Friday, January 11, 2013

The Right to an Education or The Obligation to Be Sorted for Capital

The Left is fond of extolling the virtues of a free public education system, particularly the delusion that it increases social mobility and promotes liberty. Aside from the fact that few people move up in social class, regardless of their success in school, the system is not truly free. It is a taxpayer subsidy to business that ensures there are sufficiently educated workers to do the jobs employers want done and to consume the products and services they are selling.

In “Science and Education in Capitalism,” Ruthless Criticism points out that education serves as a sorting mechanism for capital, funneling future workers into the hierarchy of jobs. School does not simply deliver knowledge, training and skills to students, but does so per unit time. During exams, students demonstrate how many questions they can correctly answer within a given amount of time. Consequently, it is not their knowledge we are assessing, but their efficiency compared with their peers, exactly what employers are looking for.

Grades do not tell us how much a student knows or how well they can solve problems. They simply tell us how a student has performed in relationship to his or her peers and give an indication of how that student will be sorted in the future. The better the grades, the more advanced classes that student can take, the better college he or she can attend, the more impressive his or her resume, and the better the chances of a higher paying job.

Most jobs do not require brilliant workers. Thus, the state does not need to invest much into public education—just enough to ensure there are sufficient workers with the minimum skills necessary for the job (a few highly trained people to be managers, supervisors and bosses, and lots of average people with minimal training to do the rest of the work). Of course there is also a need for scientists, but from the perspective of the employing class this is solely to create new and better products that can be sold and patented, innovations that give them an edge over competitors. Scientists working to improve public health, in contrast, are a burden as they contribute to regulation and legislation that impairs profit-making.
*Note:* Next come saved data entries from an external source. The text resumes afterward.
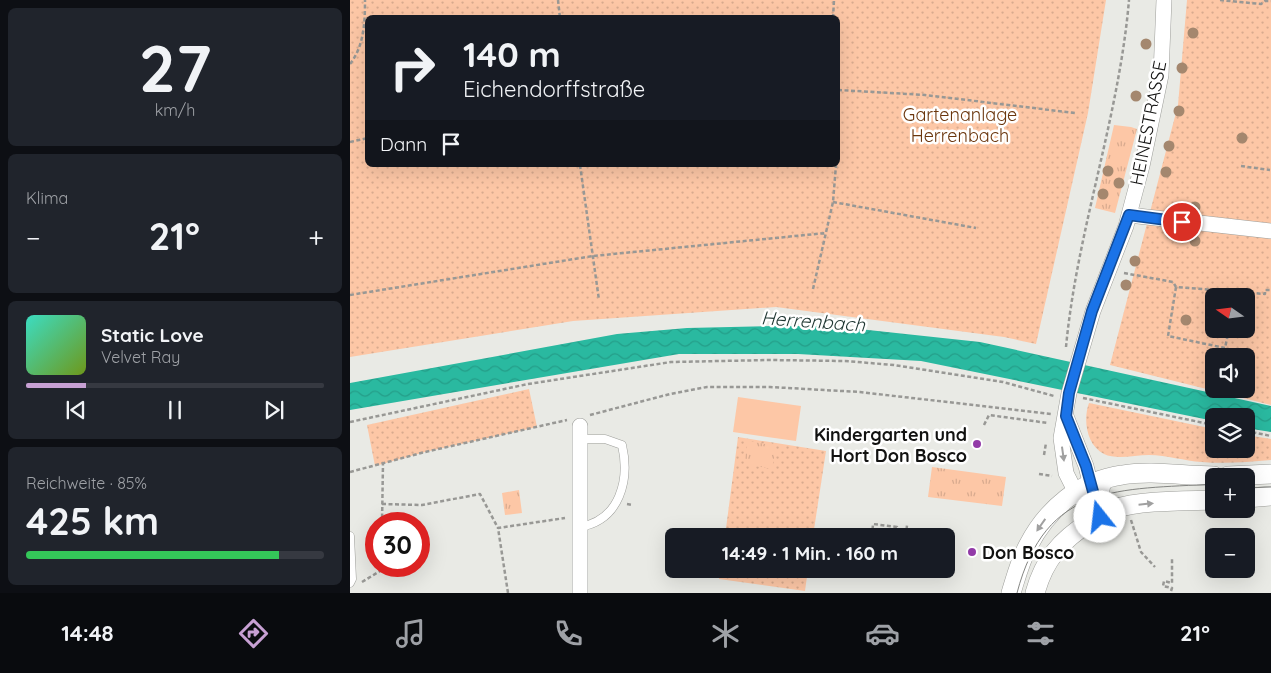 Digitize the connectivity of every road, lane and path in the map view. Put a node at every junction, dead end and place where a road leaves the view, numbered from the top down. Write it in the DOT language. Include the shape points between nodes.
graph roads {
  1 [pos="365,0"];
  2 [pos="558,0"];
  3 [pos="834,0"];
  4 [pos="1129,0"];
  5 [pos="1164,0"];
  6 [pos="1220,0"];
  7 [pos="1238,1"];
  8 [pos="1271,1"];
  9 [pos="560,15"];
  10 [pos="833,15"];
  11 [pos="350,64"];
  12 [pos="840,90"];
  13 [pos="1074,113"];
  14 [pos="365,139"];
  15 [pos="350,142"];
  16 [pos="1241,166"];
  17 [pos="580,167"];
  18 [pos="836,167"];
  19 [pos="1270,170"];
  20 [pos="833,202"];
  21 [pos="1129,215"];
  22 [pos="976,228"];
  23 [pos="1271,231"];
  24 [pos="826,233"];
  25 [pos="593,256"];
  26 [pos="1109,269"];
  27 [pos="1176,287"];
  28 [pos="813,288"];
  29 [pos="1205,288"];
  30 [pos="1271,290"];
  31 [pos="1255,293"];
  32 [pos="350,295"];
  33 [pos="599,300"];
  34 [pos="1227,338"];
  35 [pos="1065,351"];
  36 [pos="1069,396"];
  37 [pos="1058,415"];
  38 [pos="350,422"];
  39 [pos="1049,423"];
  40 [pos="1205,423"];
  41 [pos="579,425"];
  42 [pos="984,425"];
  43 [pos="1255,433"];
  44 [pos="1271,436"];
  45 [pos="383,463"];
  46 [pos="350,472"];
  47 [pos="1271,474"];
  48 [pos="1255,475"];
  49 [pos="1205,476"];
  50 [pos="1091,485"];
  51 [pos="1271,496"];
  52 [pos="1255,497"];
  53 [pos="1205,501"];
  54 [pos="382,504"];
  55 [pos="1124,511"];
  56 [pos="382,512"];
  57 [pos="1100,517"];
  58 [pos="580,521"];
  59 [pos="907,525"];
  60 [pos="498,528"];
  61 [pos="873,528"];
  62 [pos="897,528"];
  63 [pos="907,528"];
  64 [pos="350,536"];
  65 [pos="1172,558"];
  66 [pos="1155,566"];
  67 [pos="370,577"];
  68 [pos="350,582"];
  69 [pos="360,583"];
  70 [pos="1171,591"];
  71 [pos="508,593"];
  72 [pos="580,593"];
  73 [pos="1011,593"];
  74 [pos="1034,593"];
  1 -- 11 [label="path" via="365,24 357,54"];
  2 -- 9 [label="path"];
  3 -- 10 [label="path"];
  4 -- 35 [label="path" via="1111,116 1079,258"];
  5 -- 21 [label="street, HEINESTRASSE" via="1161,75"];
  6 -- 7 [label="path"];
  7 -- 8 [label="path" via="1261,4"];
  12 -- 13 [label="path" via="925,95"];
  14 -- 15 [label="path"];
  16 -- 19 [label="path"];
  17 -- 25 [label="path"];
  18 -- 20 [label="path"];
  20 -- 22 [label="path"];
  20 -- 24 [label="path"];
  21 -- 23 [label="street"];
  21 -- 26 [label="street, HEINESTRASSE"];
  24 -- 25 [label="path"];
  24 -- 28 [label="path"];
  25 -- 32 [label="path"];
  25 -- 33 [label="path"];
  26 -- 27 [label="path" via="1173,282"];
  26 -- 36 [label="street, HEINESTRASSE" via="1092,311"];
  27 -- 29 [label="path"];
  27 -- 34 [label="path" via="1168,336 1225,348"];
  30 -- 31 [label="path" via="1265,290 1265,294"];
  36 -- 37 [label="street, HEINESTRASSE"];
  36 -- 38 [label="path" via="894,365 770,360 671,362 528,384"];
  36 -- 40 [label="path"];
  37 -- 41 [label="path" via="860,392 708,387 670,394"];
  37 -- 50 [label="street, HEINESTRASSE" via="1086,466"];
  39 -- 42 [label="path" via="989,415"];
  41 -- 45 [label="path" via="425,452"];
  41 -- 58 [label="street"];
  41 -- 58 [label="lane" via="622,445 626,462 623,486 612,511 602,519"];
  43 -- 44 [label="path"];
  45 -- 46 [label="path"];
  45 -- 54 [label="path"];
  47 -- 48 [label="street"];
  49 -- 50 [label="street" via="1120,475"];
  50 -- 55 [label="street" via="1101,484 1099,495 1103,501"];
  50 -- 57 [label="street, HEINESTRASSE"];
  50 -- 73 [label="street, one-way" via="1058,504 1043,522 1028,546"];
  51 -- 52 [label="street"];
  55 -- 53 [label="street, one-way" via="1143,504"];
  54 -- 56 [label="path"];
  54 -- 60 [label="path" via="422,505 480,494"];
  55 -- 57 [label="street"];
  55 -- 66 [label="path" via="1141,552"];
  57 -- 74 [label="street" via="1062,543 1050,558"];
  58 -- 60 [label="path"];
  58 -- 72 [label="street"];
  59 -- 63 [label="path"];
  60 -- 71 [label="path"];
  61 -- 62 [label="path" via="873,524"];
  64 -- 68 [label="lane"];
  65 -- 70 [label="path" via="1172,583 1164,581 1163,586 1172,588"];
  67 -- 69 [label="path"];
}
The rationality of keeping education costs low has been amply demonstrated over the last four years, as states have slashed education budgets without harming the profitability of business. In fact, corporate America has made record profits in that same time period despite the divestment from public education, while a surplus of highly trained workers and scientists remain jobless or accept low paying jobs that have nothing to do with their training.

The needs of capital also determine what content is taught. An understanding of American history sufficient to celebrate the 4th of July with pride serves the interests of capital by ensuring there will be a supply of cannon fodder for its wars, whereas knowledge of Haymarket, Homestead, the IWW and Ludlow might lead one to rebel against capital. Hence, the former takes up a great deal of the history curriculum, while the latter, if it is taught at all, takes up no more than a few lines in the text book.

School also prepares students for the world of work by simulating (and legitimizing) the competition that occurs in the real world, only in school the competition is for grades rather than money. However, the competition in school is no more “fair” than that of the world of employment. One’s relationship to the labor market not only determines his wealth and social status, it also determines his children’s status in school. Affluence is a great predictor of graduation rates, test scores and overall school success.

The public education system of the 20th century—the remnants of which limp along today—is inefficient in its service to capital. Since knowledge for knowledge’s sake does not increase profits, universities can do away with many of the luxuries that have allowed professors to do basic research in the past. Increasing the competition for grants (while increasing corporate sponsorship of research) increases the likelihood that research will have a potential for profitability. Distance learning, blended learning and outsourcing of teaching at the K-12 and college levels allows schools to teach the basic skills students need to compete in the job market at a much lower cost (and greater profit to the businesses that supplies these services). Doing away with tenure and seniority increases administrators’ control over staffing decisions and reduces payroll expenses by making it easier to lay off higher paid veterans. Internships and service learning may provide youth with marketable job skills, but they also provide employers with cheap or free labor that is easier to exploit than older workers.